I assessed Matrix a few years ago and came to the same conclusion. I went with IRC3 which is a new standard that overcomes most of IRC’s issues. I think IRC is still quite good, and actually has working clients for everything, web etc
We moved our instance Matrix to Zulip. It is much better now and makes peoples talk way more than on Matrix.
piefed.social now has a Zulip server too although the Matrix rooms are still open. Seems like the tide is going out on Matrix though.
Yep, I didn’t join as I am only there for the general shit talking and not participating in any constructive or useful conversations (it’s a way of life) but Camus, Snoopy, Anansi, THE meerkat and probably others are participating with you on the piefed zulip and codeberg.
The jlailu matrix is still open but inactive and left to slowly wither and die, every sidebars are now linked to the zulip server instead of matrix.
Looked this up out of curiosity and the fact that it will only somehow allow mobile notifications for “up to 10 users” even if self hosting for free, is putting me off. I get if you were using their cloud, but restricting self-hosting almost feels malicious.

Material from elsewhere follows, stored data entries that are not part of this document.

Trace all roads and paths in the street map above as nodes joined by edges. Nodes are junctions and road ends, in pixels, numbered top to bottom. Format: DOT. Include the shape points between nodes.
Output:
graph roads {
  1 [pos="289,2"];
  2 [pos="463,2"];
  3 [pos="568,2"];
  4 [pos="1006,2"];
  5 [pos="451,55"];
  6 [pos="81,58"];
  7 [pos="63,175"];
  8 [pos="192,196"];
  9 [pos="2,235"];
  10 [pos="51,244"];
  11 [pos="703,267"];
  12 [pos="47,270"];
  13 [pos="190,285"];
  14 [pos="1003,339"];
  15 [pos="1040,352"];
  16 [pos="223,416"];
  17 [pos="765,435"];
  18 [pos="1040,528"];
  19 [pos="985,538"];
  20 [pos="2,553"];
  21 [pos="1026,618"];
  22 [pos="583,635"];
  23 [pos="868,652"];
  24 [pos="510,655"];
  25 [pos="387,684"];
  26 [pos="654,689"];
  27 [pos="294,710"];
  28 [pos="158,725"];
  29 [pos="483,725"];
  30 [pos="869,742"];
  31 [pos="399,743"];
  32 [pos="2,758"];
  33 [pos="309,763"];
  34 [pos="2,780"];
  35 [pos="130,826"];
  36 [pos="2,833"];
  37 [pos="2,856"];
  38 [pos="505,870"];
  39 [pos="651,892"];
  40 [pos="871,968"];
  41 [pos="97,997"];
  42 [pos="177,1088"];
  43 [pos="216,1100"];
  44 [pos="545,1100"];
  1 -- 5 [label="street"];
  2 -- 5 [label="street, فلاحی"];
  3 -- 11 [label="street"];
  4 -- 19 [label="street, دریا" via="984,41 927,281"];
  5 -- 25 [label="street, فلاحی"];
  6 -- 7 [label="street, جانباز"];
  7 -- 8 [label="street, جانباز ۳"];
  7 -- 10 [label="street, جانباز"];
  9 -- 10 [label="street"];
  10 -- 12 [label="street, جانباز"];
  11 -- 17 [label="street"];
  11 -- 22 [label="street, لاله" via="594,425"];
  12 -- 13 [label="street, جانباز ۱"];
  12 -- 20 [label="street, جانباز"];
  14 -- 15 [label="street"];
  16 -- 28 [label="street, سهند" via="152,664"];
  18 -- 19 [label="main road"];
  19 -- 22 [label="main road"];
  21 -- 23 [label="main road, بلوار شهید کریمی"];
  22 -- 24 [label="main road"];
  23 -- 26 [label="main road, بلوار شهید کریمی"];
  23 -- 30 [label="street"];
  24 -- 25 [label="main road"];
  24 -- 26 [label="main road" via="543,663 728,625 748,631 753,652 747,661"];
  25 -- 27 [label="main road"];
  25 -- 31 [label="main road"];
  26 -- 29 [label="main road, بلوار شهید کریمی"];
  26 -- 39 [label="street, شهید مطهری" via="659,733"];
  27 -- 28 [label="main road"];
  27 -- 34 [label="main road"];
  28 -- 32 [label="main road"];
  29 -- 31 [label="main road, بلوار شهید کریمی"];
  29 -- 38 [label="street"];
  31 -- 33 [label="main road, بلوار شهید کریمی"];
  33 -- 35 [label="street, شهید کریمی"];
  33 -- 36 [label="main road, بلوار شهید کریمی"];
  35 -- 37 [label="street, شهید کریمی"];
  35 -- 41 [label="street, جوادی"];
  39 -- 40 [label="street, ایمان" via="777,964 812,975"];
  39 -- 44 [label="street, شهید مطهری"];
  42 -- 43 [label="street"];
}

Dunno I am not administrating it so I didn’t checked. We got the sponsorship tiers as a lemmy/piefed instance is an open source project https://zulip.com/help/self-hosted-billing#free-community-plan
I believe Rimu (piefed dev) also got the sponsorship.
I plan on using it for personal business projects (self hosted or not, it is not defined yet) to organize comms and plans in topics. But it’s a small team of way less than 10 and if it grows bigger than that it will means we have du money to upgrade (it won’t be eligible for sponsorship tho).
I became adept in IRC in early 90s when I was under 10 years old, before my BB provider was even a full ISP (so I couldn’t even look up help on what existed of the early web). Every time I hear an adult claim its too complicated/obscure/esoteric I realize how close to the medical exam scene in Idiocracy we’ve gotten in a few short decades.